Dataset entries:
[Start of section]
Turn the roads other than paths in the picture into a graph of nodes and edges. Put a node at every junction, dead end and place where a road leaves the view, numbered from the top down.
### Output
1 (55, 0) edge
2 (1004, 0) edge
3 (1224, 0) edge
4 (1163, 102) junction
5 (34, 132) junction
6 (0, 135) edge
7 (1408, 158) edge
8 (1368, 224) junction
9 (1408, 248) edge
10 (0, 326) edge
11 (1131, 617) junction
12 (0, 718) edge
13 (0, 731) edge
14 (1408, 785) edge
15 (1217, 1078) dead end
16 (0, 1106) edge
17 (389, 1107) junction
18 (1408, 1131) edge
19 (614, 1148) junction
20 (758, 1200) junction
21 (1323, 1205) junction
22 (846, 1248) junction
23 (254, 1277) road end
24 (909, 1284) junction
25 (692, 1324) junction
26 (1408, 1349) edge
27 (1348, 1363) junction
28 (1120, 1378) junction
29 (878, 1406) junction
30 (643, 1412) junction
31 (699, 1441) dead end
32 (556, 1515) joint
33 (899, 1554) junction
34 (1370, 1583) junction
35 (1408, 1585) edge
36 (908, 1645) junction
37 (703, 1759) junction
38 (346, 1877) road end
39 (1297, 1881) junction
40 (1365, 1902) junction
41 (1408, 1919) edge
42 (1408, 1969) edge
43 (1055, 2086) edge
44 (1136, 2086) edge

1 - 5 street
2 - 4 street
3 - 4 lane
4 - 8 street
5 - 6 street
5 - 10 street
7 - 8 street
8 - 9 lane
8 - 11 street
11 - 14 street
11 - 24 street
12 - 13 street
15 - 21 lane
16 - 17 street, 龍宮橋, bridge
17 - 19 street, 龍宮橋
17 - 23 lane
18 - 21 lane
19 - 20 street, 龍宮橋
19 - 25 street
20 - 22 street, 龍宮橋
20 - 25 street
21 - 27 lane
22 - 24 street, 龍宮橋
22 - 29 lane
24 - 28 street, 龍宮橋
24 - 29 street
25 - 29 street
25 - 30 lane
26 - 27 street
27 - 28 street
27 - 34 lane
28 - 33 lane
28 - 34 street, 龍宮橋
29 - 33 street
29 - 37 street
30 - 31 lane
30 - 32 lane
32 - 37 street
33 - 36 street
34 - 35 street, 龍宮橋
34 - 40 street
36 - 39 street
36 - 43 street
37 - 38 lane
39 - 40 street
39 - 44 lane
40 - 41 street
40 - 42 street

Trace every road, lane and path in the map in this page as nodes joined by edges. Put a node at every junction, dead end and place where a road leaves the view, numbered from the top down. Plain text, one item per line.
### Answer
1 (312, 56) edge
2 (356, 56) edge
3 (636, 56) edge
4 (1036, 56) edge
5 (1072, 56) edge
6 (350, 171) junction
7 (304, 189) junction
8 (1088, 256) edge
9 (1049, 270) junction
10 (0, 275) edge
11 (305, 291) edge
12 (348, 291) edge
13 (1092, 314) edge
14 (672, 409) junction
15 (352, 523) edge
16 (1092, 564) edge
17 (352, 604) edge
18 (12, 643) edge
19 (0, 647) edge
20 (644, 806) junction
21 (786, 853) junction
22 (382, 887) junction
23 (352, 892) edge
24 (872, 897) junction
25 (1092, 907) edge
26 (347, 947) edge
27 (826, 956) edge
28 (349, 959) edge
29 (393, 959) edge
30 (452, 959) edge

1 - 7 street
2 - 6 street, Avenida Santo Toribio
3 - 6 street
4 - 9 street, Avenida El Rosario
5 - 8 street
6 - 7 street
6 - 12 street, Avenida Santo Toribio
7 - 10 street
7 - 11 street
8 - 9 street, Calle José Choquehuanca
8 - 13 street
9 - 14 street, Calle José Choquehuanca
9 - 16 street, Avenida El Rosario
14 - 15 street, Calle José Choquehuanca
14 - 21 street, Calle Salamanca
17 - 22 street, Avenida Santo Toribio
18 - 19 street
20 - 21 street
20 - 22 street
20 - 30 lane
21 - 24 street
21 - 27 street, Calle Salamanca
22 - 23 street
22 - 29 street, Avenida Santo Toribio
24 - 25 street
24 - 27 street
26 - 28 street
[End of section]
Goal of the exercise:
Scan the data above, find each line with "Avenida", and copy it.

Answer space:
2 - 6 street, Avenida Santo Toribio
4 - 9 street, Avenida El Rosario
6 - 12 street, Avenida Santo Toribio
9 - 16 street, Avenida El Rosario
17 - 22 street, Avenida Santo Toribio
22 - 29 street, Avenida Santo Toribio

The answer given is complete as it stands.